TEMPO Interaktif, Yogyakarta: Provinsi Daerah Istimewa Yogyakarta memperoleh pendapatan Rp 1,2 triliun per tahun dari kebutuhan primer mahasiswa. Kontribusi ini melebihi pendapatan asli daerah yang cuma Rp 485 miliar per tahun.
“Bahkan, kalau ditambah dengan pendapatan empat kabupaten dan kota di Yogya sekalipun, masih kalah dengan jumlah kontribusi mahasiswa," kata Nur Achmad Affandi, Wakil Ketua Komisi B Dewan Perwakilan Rakyat Daerah Yogyakarta, Selasa (25/11).
Baca Juga:
Menurut survei yang diselenggarakan Bank Indonesia Yogyakarta bekerja sama dengan Fakultas Ekonomi Universitas Tunas Pembangunan Veteran Yogyakarta, pengeluaran untuk kebutuhan primer ini mencapai 31 persen dari seluruh kebutuhan hidup mahasiswa per bulannya.

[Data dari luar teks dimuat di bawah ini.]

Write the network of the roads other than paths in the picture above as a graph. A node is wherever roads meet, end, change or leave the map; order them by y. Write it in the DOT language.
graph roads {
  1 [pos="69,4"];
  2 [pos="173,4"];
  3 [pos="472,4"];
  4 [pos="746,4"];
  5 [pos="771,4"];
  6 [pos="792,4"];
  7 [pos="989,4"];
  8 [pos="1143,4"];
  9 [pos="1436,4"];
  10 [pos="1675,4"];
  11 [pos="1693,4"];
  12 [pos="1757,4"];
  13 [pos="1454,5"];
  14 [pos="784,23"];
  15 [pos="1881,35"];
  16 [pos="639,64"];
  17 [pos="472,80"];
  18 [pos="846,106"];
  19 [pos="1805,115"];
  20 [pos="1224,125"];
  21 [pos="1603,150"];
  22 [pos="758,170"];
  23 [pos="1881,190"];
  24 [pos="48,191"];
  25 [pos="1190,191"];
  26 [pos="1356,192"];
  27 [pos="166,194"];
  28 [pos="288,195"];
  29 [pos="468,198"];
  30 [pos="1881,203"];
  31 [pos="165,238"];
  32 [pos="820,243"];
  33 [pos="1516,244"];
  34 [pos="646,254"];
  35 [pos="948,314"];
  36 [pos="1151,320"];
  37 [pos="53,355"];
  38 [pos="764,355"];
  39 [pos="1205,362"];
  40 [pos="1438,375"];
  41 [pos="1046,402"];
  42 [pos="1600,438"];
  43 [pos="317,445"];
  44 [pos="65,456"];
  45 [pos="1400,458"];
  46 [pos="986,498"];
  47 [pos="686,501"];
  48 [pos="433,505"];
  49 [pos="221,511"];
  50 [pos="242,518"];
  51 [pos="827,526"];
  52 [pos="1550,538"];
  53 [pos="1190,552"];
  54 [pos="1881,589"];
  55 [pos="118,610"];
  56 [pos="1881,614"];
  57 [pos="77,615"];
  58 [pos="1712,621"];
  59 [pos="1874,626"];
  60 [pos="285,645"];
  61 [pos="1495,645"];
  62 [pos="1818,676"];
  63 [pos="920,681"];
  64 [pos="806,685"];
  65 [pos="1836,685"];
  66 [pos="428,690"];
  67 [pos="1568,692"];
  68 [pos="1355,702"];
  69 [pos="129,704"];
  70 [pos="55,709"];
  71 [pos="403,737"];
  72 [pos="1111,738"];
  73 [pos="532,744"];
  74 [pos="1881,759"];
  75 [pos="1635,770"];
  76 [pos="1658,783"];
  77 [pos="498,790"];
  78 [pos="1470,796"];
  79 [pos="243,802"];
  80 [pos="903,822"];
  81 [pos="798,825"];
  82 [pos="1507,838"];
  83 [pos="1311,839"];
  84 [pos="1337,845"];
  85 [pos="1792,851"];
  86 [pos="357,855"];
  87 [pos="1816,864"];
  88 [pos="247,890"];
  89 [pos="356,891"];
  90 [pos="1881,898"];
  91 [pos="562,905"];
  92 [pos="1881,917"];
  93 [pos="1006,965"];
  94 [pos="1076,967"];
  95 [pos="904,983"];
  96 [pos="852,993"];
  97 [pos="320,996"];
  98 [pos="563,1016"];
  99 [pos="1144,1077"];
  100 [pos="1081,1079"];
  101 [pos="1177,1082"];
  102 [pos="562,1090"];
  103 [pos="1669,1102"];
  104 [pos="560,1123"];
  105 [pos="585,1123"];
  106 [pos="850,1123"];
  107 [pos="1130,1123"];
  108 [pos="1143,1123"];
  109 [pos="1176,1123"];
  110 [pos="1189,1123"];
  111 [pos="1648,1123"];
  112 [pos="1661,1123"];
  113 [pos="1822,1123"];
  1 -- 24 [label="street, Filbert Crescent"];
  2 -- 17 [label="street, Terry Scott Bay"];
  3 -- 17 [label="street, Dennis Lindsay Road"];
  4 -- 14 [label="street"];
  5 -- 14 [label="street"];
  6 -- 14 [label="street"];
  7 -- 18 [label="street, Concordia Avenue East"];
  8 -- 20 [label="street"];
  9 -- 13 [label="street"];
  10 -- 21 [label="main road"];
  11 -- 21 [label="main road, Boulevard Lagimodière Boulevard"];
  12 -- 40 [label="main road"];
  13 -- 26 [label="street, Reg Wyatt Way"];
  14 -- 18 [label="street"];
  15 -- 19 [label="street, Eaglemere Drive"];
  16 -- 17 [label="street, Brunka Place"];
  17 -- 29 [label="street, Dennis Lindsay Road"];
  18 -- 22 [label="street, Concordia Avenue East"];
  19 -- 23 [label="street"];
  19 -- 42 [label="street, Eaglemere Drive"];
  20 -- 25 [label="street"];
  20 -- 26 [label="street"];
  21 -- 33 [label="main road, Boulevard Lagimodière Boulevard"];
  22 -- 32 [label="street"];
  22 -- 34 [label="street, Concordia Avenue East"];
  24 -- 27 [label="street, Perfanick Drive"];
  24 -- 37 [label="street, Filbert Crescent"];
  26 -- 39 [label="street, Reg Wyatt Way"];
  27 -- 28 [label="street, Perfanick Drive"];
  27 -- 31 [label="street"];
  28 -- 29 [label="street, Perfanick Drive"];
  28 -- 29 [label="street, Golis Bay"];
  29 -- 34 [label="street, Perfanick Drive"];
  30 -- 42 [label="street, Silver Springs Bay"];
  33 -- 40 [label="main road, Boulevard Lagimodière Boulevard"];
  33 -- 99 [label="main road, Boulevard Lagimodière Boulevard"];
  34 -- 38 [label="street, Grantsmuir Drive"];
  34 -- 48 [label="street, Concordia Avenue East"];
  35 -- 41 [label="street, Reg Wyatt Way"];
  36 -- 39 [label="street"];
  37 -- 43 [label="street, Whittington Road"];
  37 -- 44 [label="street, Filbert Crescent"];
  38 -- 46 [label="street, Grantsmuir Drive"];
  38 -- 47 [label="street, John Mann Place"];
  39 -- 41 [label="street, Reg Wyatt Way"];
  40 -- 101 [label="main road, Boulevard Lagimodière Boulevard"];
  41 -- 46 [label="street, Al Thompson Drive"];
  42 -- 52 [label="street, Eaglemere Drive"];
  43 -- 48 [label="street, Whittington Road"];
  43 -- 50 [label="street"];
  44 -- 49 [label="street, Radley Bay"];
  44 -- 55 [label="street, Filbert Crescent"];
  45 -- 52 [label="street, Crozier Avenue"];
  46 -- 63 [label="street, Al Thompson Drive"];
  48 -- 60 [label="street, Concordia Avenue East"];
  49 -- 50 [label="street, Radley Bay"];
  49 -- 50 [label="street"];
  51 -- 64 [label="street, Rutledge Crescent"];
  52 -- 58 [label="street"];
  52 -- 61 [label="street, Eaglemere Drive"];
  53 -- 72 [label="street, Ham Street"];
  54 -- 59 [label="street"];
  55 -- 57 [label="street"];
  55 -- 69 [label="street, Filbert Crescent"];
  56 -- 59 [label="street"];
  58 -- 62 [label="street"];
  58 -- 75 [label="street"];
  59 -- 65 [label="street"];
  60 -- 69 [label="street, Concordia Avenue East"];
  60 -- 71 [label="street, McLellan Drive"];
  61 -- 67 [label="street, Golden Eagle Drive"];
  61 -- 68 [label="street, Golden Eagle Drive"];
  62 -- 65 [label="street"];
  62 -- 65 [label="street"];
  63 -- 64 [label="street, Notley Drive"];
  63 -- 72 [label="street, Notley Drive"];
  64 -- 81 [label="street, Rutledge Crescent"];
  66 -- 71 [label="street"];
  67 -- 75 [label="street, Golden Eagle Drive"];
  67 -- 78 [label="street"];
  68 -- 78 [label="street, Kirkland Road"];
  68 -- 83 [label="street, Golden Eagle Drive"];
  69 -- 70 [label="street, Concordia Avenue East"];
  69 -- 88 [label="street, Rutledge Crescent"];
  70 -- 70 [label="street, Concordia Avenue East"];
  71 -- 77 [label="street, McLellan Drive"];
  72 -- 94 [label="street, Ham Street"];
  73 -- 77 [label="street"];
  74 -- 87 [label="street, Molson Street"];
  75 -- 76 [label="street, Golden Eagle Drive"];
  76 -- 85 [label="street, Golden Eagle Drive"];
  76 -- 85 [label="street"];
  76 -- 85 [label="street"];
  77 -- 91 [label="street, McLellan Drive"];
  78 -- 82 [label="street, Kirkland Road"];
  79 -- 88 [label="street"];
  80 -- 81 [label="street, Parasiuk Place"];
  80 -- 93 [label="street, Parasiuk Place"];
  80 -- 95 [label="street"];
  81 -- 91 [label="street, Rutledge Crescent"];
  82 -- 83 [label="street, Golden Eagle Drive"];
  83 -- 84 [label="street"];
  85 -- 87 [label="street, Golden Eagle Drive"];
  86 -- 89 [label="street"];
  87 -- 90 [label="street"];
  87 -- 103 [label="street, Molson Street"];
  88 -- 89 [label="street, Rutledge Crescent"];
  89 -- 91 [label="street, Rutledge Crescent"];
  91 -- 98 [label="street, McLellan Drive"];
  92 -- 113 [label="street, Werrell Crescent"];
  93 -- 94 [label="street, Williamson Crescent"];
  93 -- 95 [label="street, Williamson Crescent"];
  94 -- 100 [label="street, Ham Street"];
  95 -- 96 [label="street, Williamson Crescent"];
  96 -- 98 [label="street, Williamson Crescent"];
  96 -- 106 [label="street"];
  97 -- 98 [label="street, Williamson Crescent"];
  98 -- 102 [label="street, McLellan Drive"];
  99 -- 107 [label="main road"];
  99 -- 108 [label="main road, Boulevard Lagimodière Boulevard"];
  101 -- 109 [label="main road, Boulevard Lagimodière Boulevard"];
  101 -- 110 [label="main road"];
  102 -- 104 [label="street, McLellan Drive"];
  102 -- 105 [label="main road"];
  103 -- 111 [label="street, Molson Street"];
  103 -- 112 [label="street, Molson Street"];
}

Kebutuhan primer mahasiswa adalah mulai dari makan-minum, pondokan, serta transportasi. Survei terhadap 300 responden yang dipilih secara acak. Tim survei diketuai Ardito Bhinadi, yang hasilnya dibahas bersama Prof. Budi Santoso, Koordinator Kopertis V Yogyakarta dan Tjahjo Oetomo, pimpinan Bank Indonesia Yogyakarta.
Hhasil survei juga menyebutkan, kebutuhan hidup mahasiswa pada 2008 rata-rata per bulan mencapai Rp 1.278.350. “Jika jumlah mahasiswa di Yogyakarta mencapai 300 ribu orang, maka pendapatan yang diperoleh warga dari bekutuhan primer mahasiswa mencapai Rp 1,2 triliun per tahun,” tutur Nur Achmad Affandi.
Mengingat besarnya sumbangan mahasiswa ini, Nur menegaskan pemerintah daerah wajib menjamin kebutuhan mahasiswa dengan lebih serius. “Apalagi, survei juga menunjukkan bahwa mayoritas mahasiswa memilih warung tenda untuk memenuhi kebutuhan makan dan minum. Itu artinya pemerintah seharusnya tidak lagi memandang warung tenda sebagai sektor informal yang mengganggu ketertiban.”
Ardito menambahkan, survei ini juga menghasilkan temuan menarik, yakni uang yang dibelanjakan mahasiswa untuk pulsa telepon seluler lebih besar dibanding uang kuliah. “Pengeluaran untuk pulsa telepon per bulan rata-rata Rp 90.200 atau sekitar 7 persen, sedangkan pengeluaran untuk buku pelajaran per bulan rata-rata Rp 39.750 atau 3 persen,” ungkapnya.
Sampel penelitian ini diambil dari mahasiswa perguruan tinggi swasta secara acak. Tujuannya agar survei bisa menghasilkan data yang bisa dianggap mewakili kondisi mahasiswa di Yogyakarta. Namun, Ardito juga mengakui ada juga sisi kekuarangannya, misalnya tidak mengungkap pekerjaan orangtua responden.